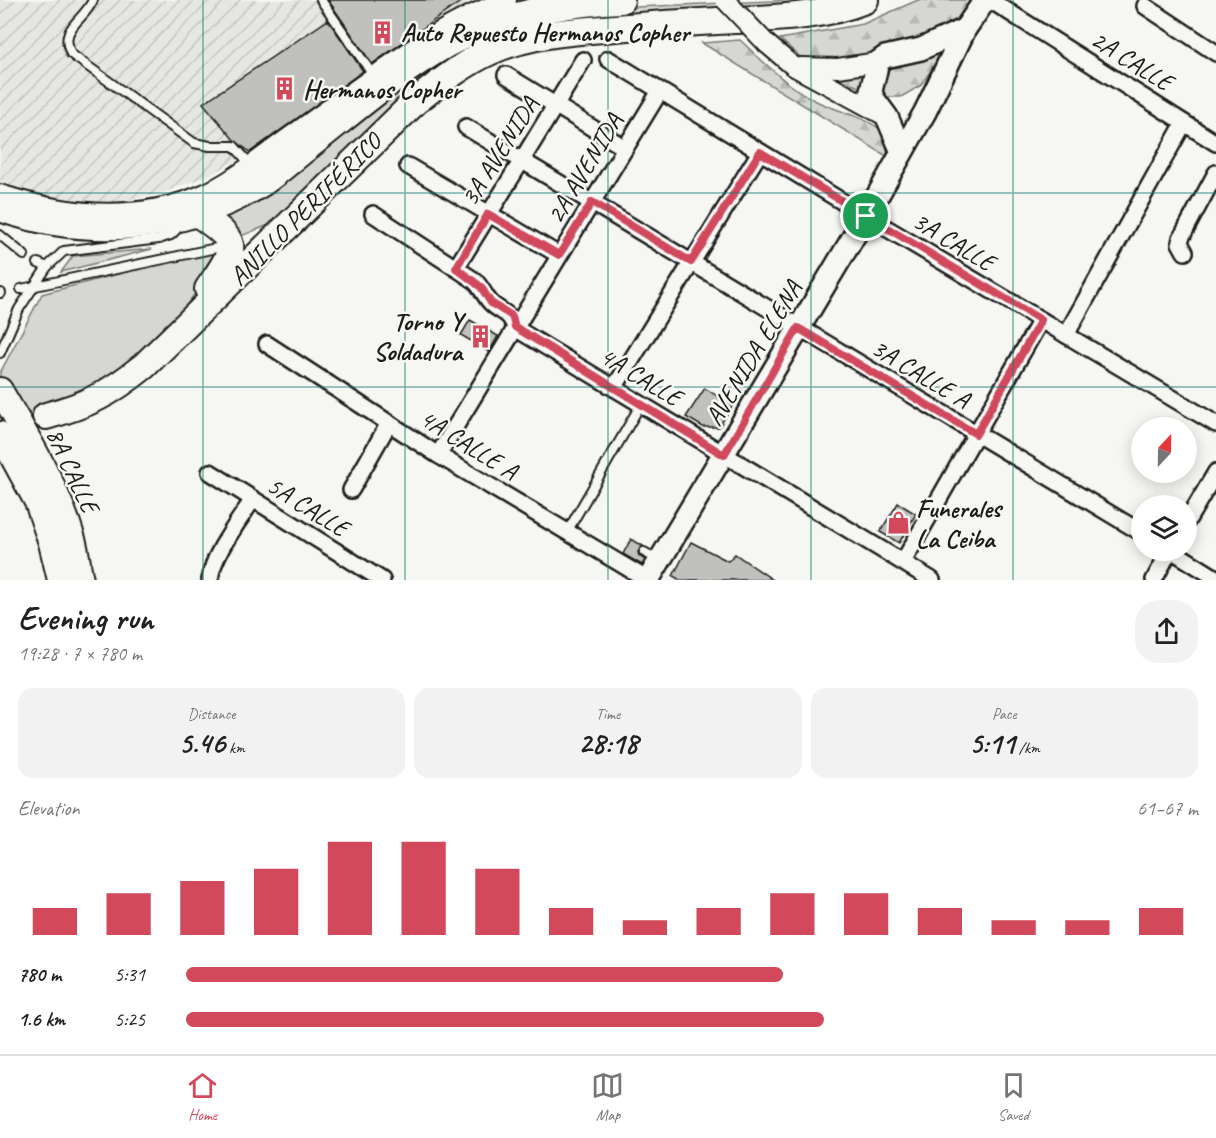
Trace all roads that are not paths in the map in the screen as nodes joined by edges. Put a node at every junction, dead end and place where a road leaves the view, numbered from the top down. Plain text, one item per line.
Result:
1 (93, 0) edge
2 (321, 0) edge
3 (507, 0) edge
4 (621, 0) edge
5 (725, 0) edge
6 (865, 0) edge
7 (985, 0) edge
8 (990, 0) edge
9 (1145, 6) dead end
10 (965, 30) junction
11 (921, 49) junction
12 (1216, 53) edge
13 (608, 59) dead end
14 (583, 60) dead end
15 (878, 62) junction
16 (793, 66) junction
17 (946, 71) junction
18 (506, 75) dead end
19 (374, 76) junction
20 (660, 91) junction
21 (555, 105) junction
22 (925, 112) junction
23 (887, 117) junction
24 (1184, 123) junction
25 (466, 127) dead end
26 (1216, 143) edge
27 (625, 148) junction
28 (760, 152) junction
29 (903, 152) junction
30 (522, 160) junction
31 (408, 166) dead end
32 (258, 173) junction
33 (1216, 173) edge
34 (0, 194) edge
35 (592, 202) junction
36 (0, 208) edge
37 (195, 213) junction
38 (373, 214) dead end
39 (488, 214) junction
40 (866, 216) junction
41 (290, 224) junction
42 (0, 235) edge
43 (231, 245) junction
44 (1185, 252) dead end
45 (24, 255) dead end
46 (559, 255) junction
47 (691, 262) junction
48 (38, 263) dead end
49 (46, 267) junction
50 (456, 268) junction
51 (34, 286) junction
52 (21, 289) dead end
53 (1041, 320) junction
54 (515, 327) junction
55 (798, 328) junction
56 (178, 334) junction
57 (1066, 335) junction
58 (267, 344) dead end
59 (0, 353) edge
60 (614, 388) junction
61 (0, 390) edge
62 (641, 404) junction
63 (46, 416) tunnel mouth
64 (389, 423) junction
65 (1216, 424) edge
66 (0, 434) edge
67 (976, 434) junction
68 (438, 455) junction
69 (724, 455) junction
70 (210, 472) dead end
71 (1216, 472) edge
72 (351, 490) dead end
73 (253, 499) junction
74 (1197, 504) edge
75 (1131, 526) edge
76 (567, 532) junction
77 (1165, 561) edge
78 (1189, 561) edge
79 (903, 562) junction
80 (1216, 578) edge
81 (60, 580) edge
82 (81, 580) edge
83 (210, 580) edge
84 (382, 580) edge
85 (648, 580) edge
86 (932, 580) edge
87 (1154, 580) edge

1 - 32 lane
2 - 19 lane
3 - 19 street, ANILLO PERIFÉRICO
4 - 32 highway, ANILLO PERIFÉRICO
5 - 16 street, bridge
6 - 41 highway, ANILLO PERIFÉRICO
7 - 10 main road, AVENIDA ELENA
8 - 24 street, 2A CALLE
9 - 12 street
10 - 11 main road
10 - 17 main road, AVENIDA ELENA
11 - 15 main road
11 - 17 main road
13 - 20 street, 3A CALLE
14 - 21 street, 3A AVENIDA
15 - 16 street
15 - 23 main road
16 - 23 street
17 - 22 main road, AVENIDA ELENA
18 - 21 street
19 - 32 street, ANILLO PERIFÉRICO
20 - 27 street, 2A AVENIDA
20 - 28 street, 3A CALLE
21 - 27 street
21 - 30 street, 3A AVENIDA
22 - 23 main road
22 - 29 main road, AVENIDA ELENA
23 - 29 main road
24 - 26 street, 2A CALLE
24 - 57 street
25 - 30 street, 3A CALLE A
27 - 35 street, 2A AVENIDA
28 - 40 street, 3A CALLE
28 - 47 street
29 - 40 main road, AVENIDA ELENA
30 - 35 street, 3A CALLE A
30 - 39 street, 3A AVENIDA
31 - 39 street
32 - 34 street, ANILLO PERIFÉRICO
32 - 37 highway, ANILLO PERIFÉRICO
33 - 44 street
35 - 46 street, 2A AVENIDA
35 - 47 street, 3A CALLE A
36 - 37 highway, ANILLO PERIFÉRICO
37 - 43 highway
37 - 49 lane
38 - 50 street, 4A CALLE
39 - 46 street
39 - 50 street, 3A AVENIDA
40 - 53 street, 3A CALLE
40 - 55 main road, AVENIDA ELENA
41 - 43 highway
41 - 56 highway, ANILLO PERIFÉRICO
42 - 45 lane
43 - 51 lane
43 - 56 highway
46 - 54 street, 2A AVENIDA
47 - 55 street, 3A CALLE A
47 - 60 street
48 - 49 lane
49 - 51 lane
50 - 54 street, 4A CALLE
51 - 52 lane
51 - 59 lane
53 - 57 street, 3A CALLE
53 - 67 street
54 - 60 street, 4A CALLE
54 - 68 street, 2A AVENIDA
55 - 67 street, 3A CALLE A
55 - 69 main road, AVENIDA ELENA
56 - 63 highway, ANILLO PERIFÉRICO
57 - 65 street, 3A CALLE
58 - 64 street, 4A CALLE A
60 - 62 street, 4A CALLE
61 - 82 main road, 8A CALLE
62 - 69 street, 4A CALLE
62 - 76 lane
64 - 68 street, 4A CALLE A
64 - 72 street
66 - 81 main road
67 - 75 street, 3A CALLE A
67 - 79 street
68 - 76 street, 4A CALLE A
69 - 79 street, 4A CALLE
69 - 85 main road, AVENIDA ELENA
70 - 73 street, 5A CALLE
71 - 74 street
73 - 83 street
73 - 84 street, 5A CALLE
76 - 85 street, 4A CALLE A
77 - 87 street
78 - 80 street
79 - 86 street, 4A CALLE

_____

Task brief |
All lines above are to be restated word for word, with pictures excluded.

Solution for this problem |
Trace all roads that are not paths in the map in the screen as nodes joined by edges. Put a node at every junction, dead end and place where a road leaves the view, numbered from the top down. Plain text, one item per line.
Result:
1 (93, 0) edge
2 (321, 0) edge
3 (507, 0) edge
4 (621, 0) edge
5 (725, 0) edge
6 (865, 0) edge
7 (985, 0) edge
8 (990, 0) edge
9 (1145, 6) dead end
10 (965, 30) junction
11 (921, 49) junction
12 (1216, 53) edge
13 (608, 59) dead end
14 (583, 60) dead end
15 (878, 62) junction
16 (793, 66) junction
17 (946, 71) junction
18 (506, 75) dead end
19 (374, 76) junction
20 (660, 91) junction
21 (555, 105) junction
22 (925, 112) junction
23 (887, 117) junction
24 (1184, 123) junction
25 (466, 127) dead end
26 (1216, 143) edge
27 (625, 148) junction
28 (760, 152) junction
29 (903, 152) junction
30 (522, 160) junction
31 (408, 166) dead end
32 (258, 173) junction
33 (1216, 173) edge
34 (0, 194) edge
35 (592, 202) junction
36 (0, 208) edge
37 (195, 213) junction
38 (373, 214) dead end
39 (488, 214) junction
40 (866, 216) junction
41 (290, 224) junction
42 (0, 235) edge
43 (231, 245) junction
44 (1185, 252) dead end
45 (24, 255) dead end
46 (559, 255) junction
47 (691, 262) junction
48 (38, 263) dead end
49 (46, 267) junction
50 (456, 268) junction
51 (34, 286) junction
52 (21, 289) dead end
53 (1041, 320) junction
54 (515, 327) junction
55 (798, 328) junction
56 (178, 334) junction
57 (1066, 335) junction
58 (267, 344) dead end
59 (0, 353) edge
60 (614, 388) junction
61 (0, 390) edge
62 (641, 404) junction
63 (46, 416) tunnel mouth
64 (389, 423) junction
65 (1216, 424) edge
66 (0, 434) edge
67 (976, 434) junction
68 (438, 455) junction
69 (724, 455) junction
70 (210, 472) dead end
71 (1216, 472) edge
72 (351, 490) dead end
73 (253, 499) junction
74 (1197, 504) edge
75 (1131, 526) edge
76 (567, 532) junction
77 (1165, 561) edge
78 (1189, 561) edge
79 (903, 562) junction
80 (1216, 578) edge
81 (60, 580) edge
82 (81, 580) edge
83 (210, 580) edge
84 (382, 580) edge
85 (648, 580) edge
86 (932, 580) edge
87 (1154, 580) edge

1 - 32 lane
2 - 19 lane
3 - 19 street, ANILLO PERIFÉRICO
4 - 32 highway, ANILLO PERIFÉRICO
5 - 16 street, bridge
6 - 41 highway, ANILLO PERIFÉRICO
7 - 10 main road, AVENIDA ELENA
8 - 24 street, 2A CALLE
9 - 12 street
10 - 11 main road
10 - 17 main road, AVENIDA ELENA
11 - 15 main road
11 - 17 main road
13 - 20 street, 3A CALLE
14 - 21 street, 3A AVENIDA
15 - 16 street
15 - 23 main road
16 - 23 street
17 - 22 main road, AVENIDA ELENA
18 - 21 street
19 - 32 street, ANILLO PERIFÉRICO
20 - 27 street, 2A AVENIDA
20 - 28 street, 3A CALLE
21 - 27 street
21 - 30 street, 3A AVENIDA
22 - 23 main road
22 - 29 main road, AVENIDA ELENA
23 - 29 main road
24 - 26 street, 2A CALLE
24 - 57 street
25 - 30 street, 3A CALLE A
27 - 35 street, 2A AVENIDA
28 - 40 street, 3A CALLE
28 - 47 street
29 - 40 main road, AVENIDA ELENA
30 - 35 street, 3A CALLE A
30 - 39 street, 3A AVENIDA
31 - 39 street
32 - 34 street, ANILLO PERIFÉRICO
32 - 37 highway, ANILLO PERIFÉRICO
33 - 44 street
35 - 46 street, 2A AVENIDA
35 - 47 street, 3A CALLE A
36 - 37 highway, ANILLO PERIFÉRICO
37 - 43 highway
37 - 49 lane
38 - 50 street, 4A CALLE
39 - 46 street
39 - 50 street, 3A AVENIDA
40 - 53 street, 3A CALLE
40 - 55 main road, AVENIDA ELENA
41 - 43 highway
41 - 56 highway, ANILLO PERIFÉRICO
42 - 45 lane
43 - 51 lane
43 - 56 highway
46 - 54 street, 2A AVENIDA
47 - 55 street, 3A CALLE A
47 - 60 street
48 - 49 lane
49 - 51 lane
50 - 54 street, 4A CALLE
51 - 52 lane
51 - 59 lane
53 - 57 street, 3A CALLE
53 - 67 street
54 - 60 street, 4A CALLE
54 - 68 street, 2A AVENIDA
55 - 67 street, 3A CALLE A
55 - 69 main road, AVENIDA ELENA
56 - 63 highway, ANILLO PERIFÉRICO
57 - 65 street, 3A CALLE
58 - 64 street, 4A CALLE A
60 - 62 street, 4A CALLE
61 - 82 main road, 8A CALLE
62 - 69 street, 4A CALLE
62 - 76 lane
64 - 68 street, 4A CALLE A
64 - 72 street
66 - 81 main road
67 - 75 street, 3A CALLE A
67 - 79 street
68 - 76 street, 4A CALLE A
69 - 79 street, 4A CALLE
69 - 85 main road, AVENIDA ELENA
70 - 73 street, 5A CALLE
71 - 74 street
73 - 83 street
73 - 84 street, 5A CALLE
76 - 85 street, 4A CALLE A
77 - 87 street
78 - 80 street
79 - 86 street, 4A CALLE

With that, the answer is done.